- [What is expected]
Search the records for the word "dead" and report each line that has it.

- [Data for analysis]
------------------------------

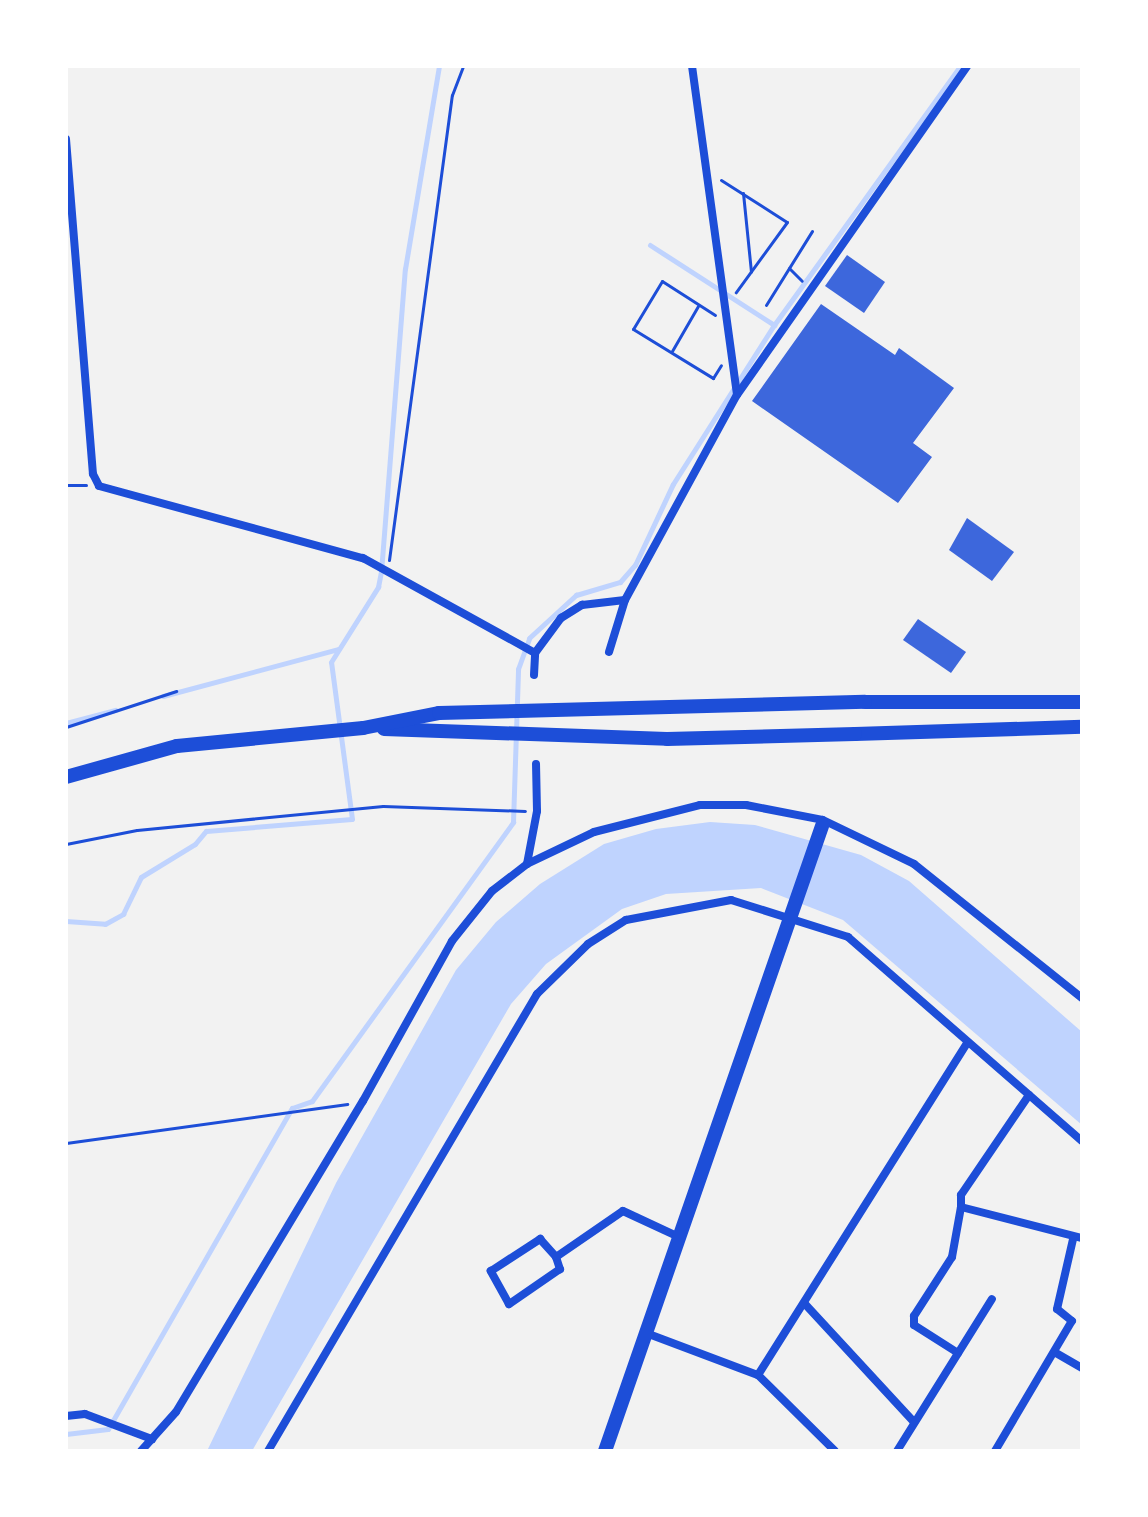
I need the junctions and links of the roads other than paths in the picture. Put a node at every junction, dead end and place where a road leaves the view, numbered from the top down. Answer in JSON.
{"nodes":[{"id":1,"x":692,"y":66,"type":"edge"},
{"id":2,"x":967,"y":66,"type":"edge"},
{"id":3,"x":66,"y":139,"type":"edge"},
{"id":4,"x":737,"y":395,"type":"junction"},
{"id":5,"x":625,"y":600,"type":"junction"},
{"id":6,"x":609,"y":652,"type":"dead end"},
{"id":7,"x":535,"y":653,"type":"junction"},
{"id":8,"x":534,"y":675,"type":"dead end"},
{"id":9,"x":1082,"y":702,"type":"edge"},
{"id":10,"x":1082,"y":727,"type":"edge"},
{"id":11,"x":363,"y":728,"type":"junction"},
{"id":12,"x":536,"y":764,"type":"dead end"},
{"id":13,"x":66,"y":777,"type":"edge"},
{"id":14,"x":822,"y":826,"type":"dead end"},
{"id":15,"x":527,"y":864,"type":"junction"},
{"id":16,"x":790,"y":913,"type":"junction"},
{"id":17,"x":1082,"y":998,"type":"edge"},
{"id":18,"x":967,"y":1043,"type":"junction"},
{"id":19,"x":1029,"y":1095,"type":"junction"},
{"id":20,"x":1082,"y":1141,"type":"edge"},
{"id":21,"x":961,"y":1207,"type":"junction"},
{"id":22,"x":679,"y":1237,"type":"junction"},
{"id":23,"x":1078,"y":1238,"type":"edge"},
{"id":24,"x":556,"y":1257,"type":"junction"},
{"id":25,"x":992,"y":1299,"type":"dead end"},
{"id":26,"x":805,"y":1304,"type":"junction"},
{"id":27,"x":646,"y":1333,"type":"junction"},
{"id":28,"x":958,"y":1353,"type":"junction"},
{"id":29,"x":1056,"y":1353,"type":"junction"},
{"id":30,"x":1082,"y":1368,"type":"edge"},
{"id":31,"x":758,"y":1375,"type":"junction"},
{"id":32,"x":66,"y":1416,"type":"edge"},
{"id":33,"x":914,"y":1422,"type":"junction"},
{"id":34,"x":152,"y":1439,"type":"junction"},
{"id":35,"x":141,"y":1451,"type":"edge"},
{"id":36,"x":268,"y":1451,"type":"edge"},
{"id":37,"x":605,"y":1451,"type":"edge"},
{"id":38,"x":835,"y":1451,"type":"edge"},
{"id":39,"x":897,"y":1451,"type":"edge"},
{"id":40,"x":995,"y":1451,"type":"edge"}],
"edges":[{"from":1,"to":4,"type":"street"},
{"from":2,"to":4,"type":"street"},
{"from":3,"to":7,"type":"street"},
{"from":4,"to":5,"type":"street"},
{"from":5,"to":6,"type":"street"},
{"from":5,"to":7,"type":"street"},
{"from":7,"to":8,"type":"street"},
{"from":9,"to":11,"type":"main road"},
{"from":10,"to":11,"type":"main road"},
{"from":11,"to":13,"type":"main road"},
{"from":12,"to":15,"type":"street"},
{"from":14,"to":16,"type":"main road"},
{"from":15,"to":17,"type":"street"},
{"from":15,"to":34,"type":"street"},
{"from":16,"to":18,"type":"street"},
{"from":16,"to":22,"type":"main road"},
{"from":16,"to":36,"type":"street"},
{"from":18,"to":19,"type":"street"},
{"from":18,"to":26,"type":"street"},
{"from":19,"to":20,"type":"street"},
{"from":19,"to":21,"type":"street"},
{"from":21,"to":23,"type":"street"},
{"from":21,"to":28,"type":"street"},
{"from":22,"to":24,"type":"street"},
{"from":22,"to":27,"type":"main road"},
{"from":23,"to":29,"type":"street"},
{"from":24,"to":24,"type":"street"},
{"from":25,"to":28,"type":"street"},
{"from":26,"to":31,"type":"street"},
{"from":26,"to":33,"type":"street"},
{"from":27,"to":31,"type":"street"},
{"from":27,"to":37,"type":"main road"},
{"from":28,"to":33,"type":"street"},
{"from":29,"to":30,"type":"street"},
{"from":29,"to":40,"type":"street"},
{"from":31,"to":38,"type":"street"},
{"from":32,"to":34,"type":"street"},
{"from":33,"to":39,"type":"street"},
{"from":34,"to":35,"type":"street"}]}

------------------------------

- [Response area]
I need the junctions and links of the roads other than paths in the picture. Put a node at every junction, dead end and place where a road leaves the view, numbered from the top down. Answer in JSON.
{"id":6,"x":609,"y":652,"type":"dead end"},
{"id":8,"x":534,"y":675,"type":"dead end"},
{"id":12,"x":536,"y":764,"type":"dead end"},
{"id":14,"x":822,"y":826,"type":"dead end"},
{"id":25,"x":992,"y":1299,"type":"dead end"},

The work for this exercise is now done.